## Bagging (Bootstrap Aggregating) in Machine Learning

This notebook covers Bagging from scratch to end-to-end:
- Introduction
- Core Concepts
- Algorithm
- Mathematical Background
- Intuition
- Bagging with Decision Trees
- Out-of-Bag Error
- Advantages and Disadvantages
- Implementation with Scikit-learn
- Real-World Use Cases
- Comparison with Other Ensemble Methods


## 1. What is Bagging?

Bagging stands for **Bootstrap Aggregating**.  
It is an ensemble learning method that combines predictions from multiple models to improve accuracy, stability, and robustness.

- For classification → majority voting (most common class wins).  
- For regression → average of predictions.  

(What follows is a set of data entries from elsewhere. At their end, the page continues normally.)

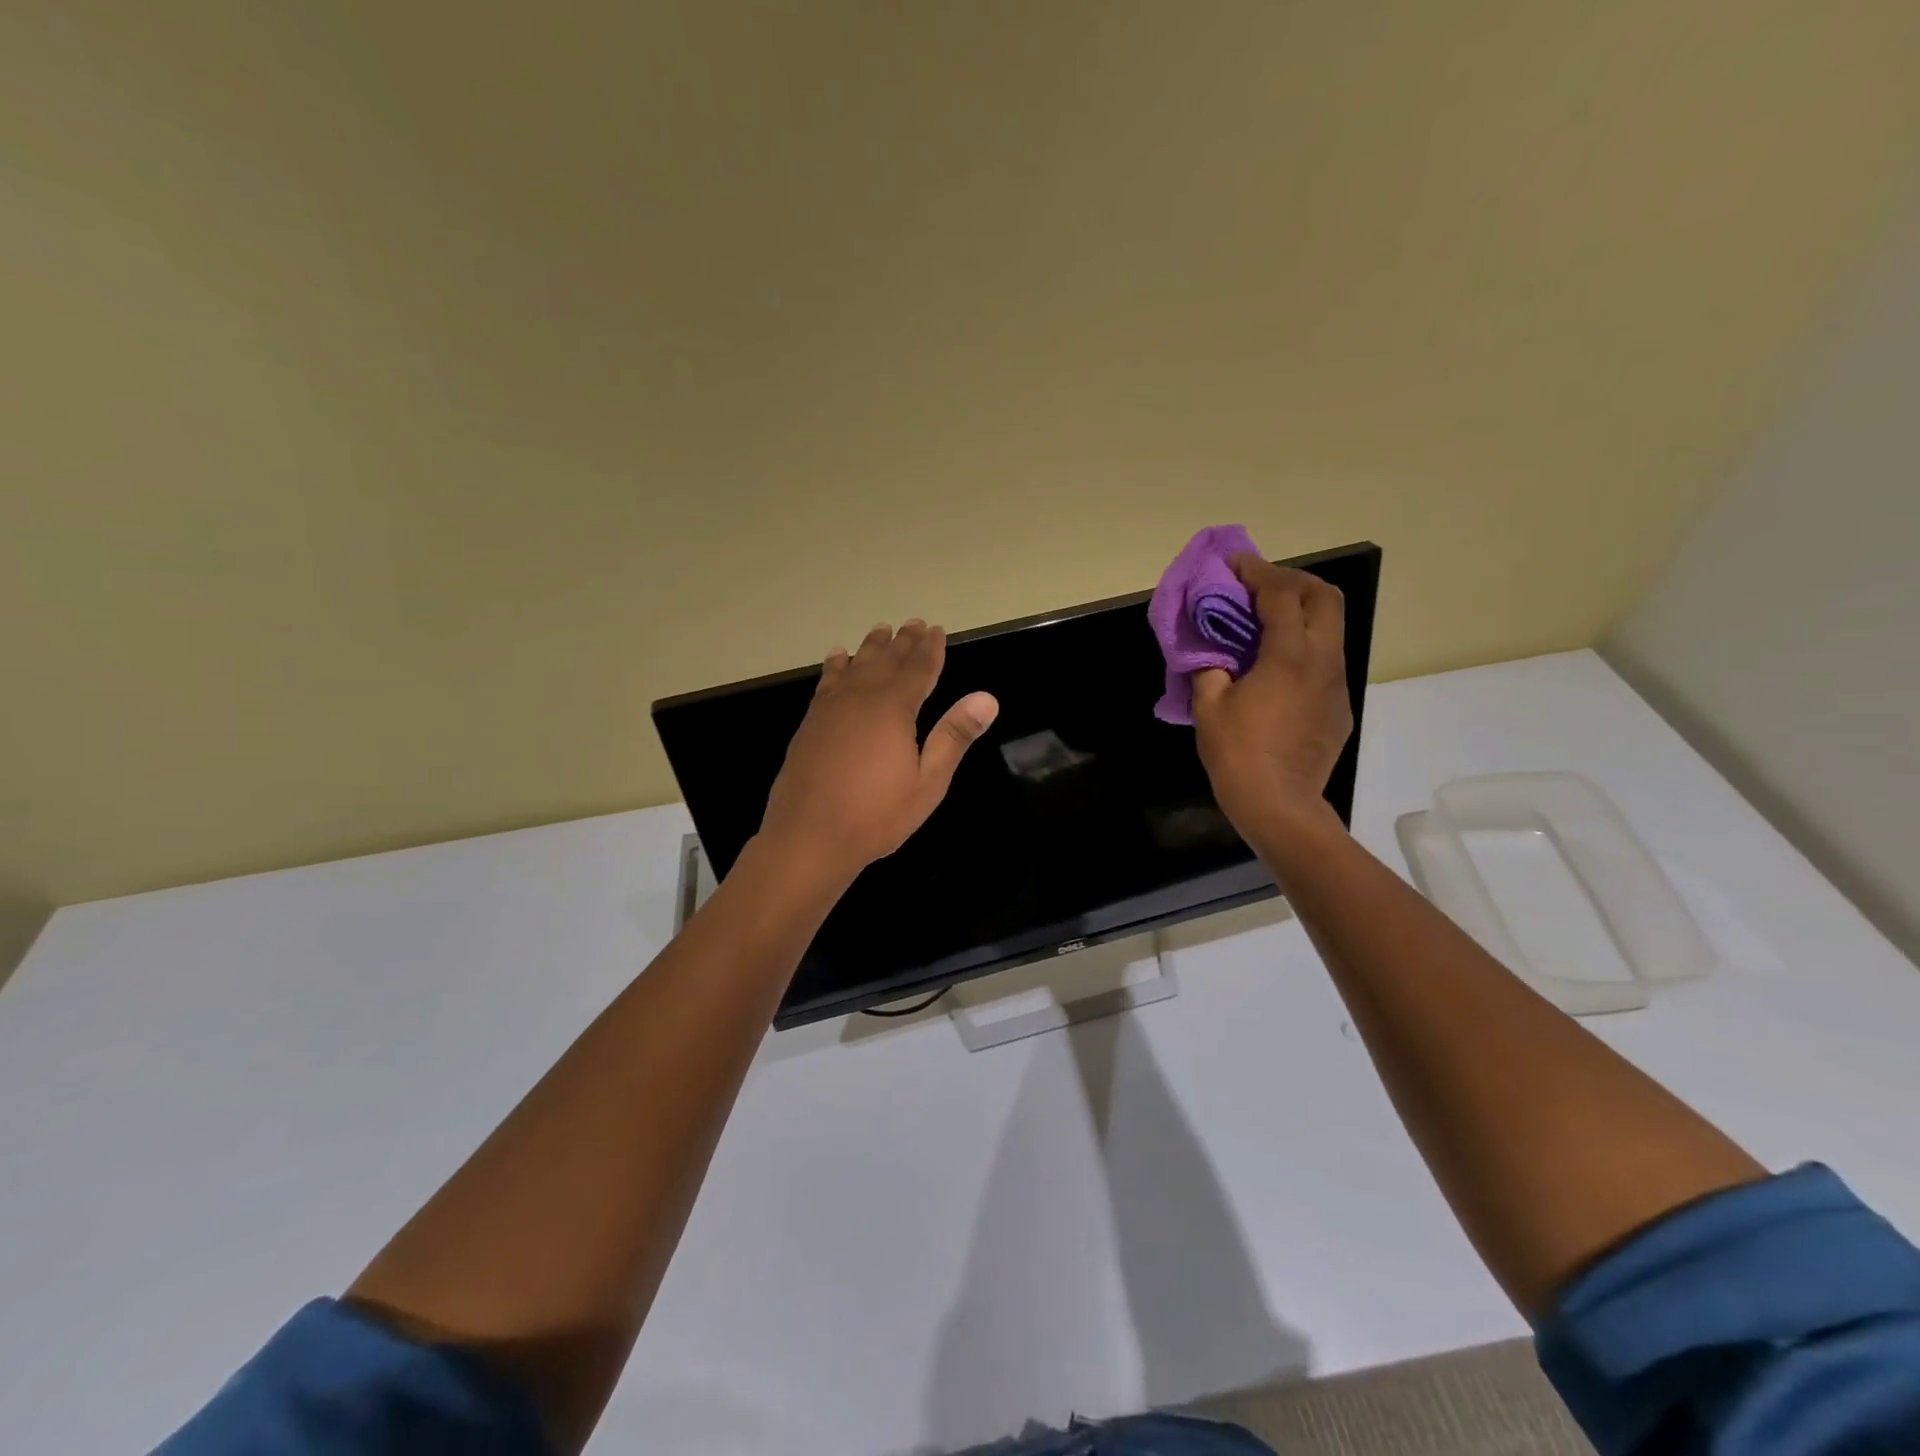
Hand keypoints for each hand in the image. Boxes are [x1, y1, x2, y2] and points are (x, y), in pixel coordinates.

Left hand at [758, 620, 999, 882]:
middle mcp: (861, 699)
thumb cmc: (876, 815)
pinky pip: (826, 682)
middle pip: (886, 661)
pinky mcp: (810, 723)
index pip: (918, 670)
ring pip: (855, 666)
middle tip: (914, 623)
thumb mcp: (928, 782)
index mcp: (894, 710)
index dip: (930, 649)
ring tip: (881, 630)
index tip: (937, 630)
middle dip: (903, 642)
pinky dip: (835, 666)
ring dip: (871, 647)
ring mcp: (831, 709)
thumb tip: (987, 698)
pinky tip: (838, 657)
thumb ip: (954, 736)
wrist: (808, 838)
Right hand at [1192, 555, 1351, 835]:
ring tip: (1266, 621)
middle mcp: (1323, 660)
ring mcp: (1337, 684)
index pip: (1281, 594)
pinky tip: (1277, 668)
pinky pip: (1326, 661)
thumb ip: (1208, 667)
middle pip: (1324, 597)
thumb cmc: (1238, 753)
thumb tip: (1210, 652)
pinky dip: (1304, 646)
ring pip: (1331, 628)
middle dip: (1292, 581)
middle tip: (1259, 586)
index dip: (1257, 572)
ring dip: (1301, 612)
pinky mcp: (1339, 707)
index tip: (1235, 564)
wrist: (1279, 805)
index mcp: (1289, 655)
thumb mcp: (1208, 705)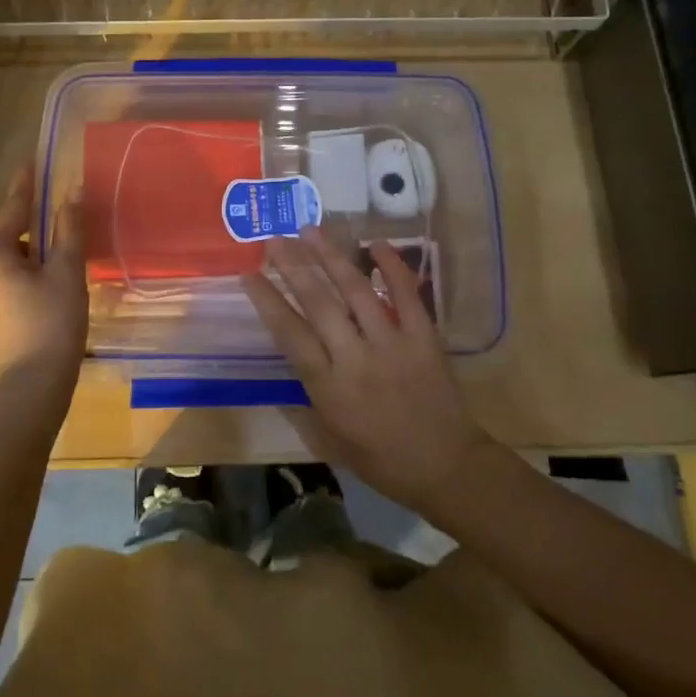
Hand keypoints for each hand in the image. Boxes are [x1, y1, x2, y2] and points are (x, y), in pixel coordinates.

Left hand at [0, 163, 86, 389]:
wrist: (30, 385)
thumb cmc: (52, 323)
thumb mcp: (66, 271)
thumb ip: (68, 228)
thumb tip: (72, 191)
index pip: (11, 208)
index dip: (25, 184)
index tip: (31, 161)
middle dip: (15, 218)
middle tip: (41, 211)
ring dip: (14, 245)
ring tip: (44, 249)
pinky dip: (11, 268)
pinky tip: (34, 279)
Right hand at [242, 228, 499, 519]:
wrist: (447, 466)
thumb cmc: (382, 460)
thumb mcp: (330, 441)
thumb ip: (303, 404)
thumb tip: (282, 371)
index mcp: (328, 387)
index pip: (290, 334)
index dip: (267, 301)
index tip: (249, 274)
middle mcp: (356, 359)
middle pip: (319, 303)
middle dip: (293, 267)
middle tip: (274, 239)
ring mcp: (393, 343)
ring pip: (356, 291)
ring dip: (331, 257)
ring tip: (310, 230)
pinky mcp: (424, 337)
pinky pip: (407, 294)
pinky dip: (393, 266)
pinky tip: (376, 244)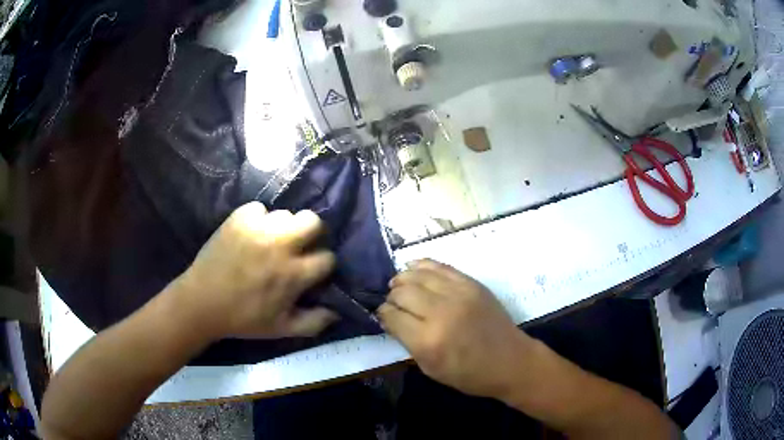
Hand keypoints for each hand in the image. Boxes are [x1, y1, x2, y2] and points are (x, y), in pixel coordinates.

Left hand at [171, 202, 337, 340]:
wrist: (202, 302)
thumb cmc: (244, 319)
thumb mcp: (282, 329)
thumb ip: (314, 322)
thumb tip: (337, 311)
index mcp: (293, 274)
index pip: (327, 257)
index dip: (323, 264)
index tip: (312, 270)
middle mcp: (280, 245)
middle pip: (313, 221)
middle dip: (312, 233)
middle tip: (298, 246)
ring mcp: (257, 228)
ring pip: (286, 213)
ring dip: (283, 228)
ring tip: (271, 241)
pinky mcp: (238, 218)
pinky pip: (259, 208)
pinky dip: (258, 219)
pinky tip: (250, 235)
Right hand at [378, 259, 534, 398]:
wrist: (510, 361)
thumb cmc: (469, 374)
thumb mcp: (430, 368)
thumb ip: (407, 342)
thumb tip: (391, 318)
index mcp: (428, 341)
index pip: (392, 316)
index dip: (383, 314)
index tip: (384, 316)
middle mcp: (441, 312)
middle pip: (402, 292)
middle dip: (391, 297)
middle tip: (393, 304)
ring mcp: (458, 293)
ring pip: (417, 275)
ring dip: (403, 279)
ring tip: (399, 285)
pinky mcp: (471, 283)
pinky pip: (439, 266)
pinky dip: (422, 266)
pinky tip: (413, 269)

The main purpose of Bagging is to reduce **variance** (overfitting) without increasing **bias** too much.


## 2. Core Concepts

### a) Ensemble Learning
The idea that many weak learners together can form a strong learner.

### b) Bootstrap Sampling
- From a dataset of size N, create new datasets by sampling N points **with replacement**.
- Each new dataset is called a *bootstrap sample*.
- On average, about 63% of the original samples appear in each bootstrap sample, and the rest are *out-of-bag* samples.

### c) Aggregation
- Each bootstrap dataset trains a separate base model.
- Predictions from models are combined:
  - Classification: majority vote
  - Regression: average


## 3. Bagging Algorithm (Step by Step)

1. Start with training dataset \( D = \{(x_1,y_1), (x_2,y_2), …, (x_N,y_N)\} \).
2. For \( b = 1 \) to \( B \) (number of models):
   - Create bootstrap sample \( D_b \) by sampling \( N \) points with replacement.
   - Train base model \( f_b(x) \) on \( D_b \).
3. For a new test point \( x \):
   - Get predictions from each model \( f_b(x) \).
   - Combine results:
     - Regression → \( \hat{y} = \frac{1}{B} \sum_{b=1}^B f_b(x) \)
     - Classification → \( \hat{y} = \text{mode}\{f_1(x), f_2(x), …, f_B(x)\} \)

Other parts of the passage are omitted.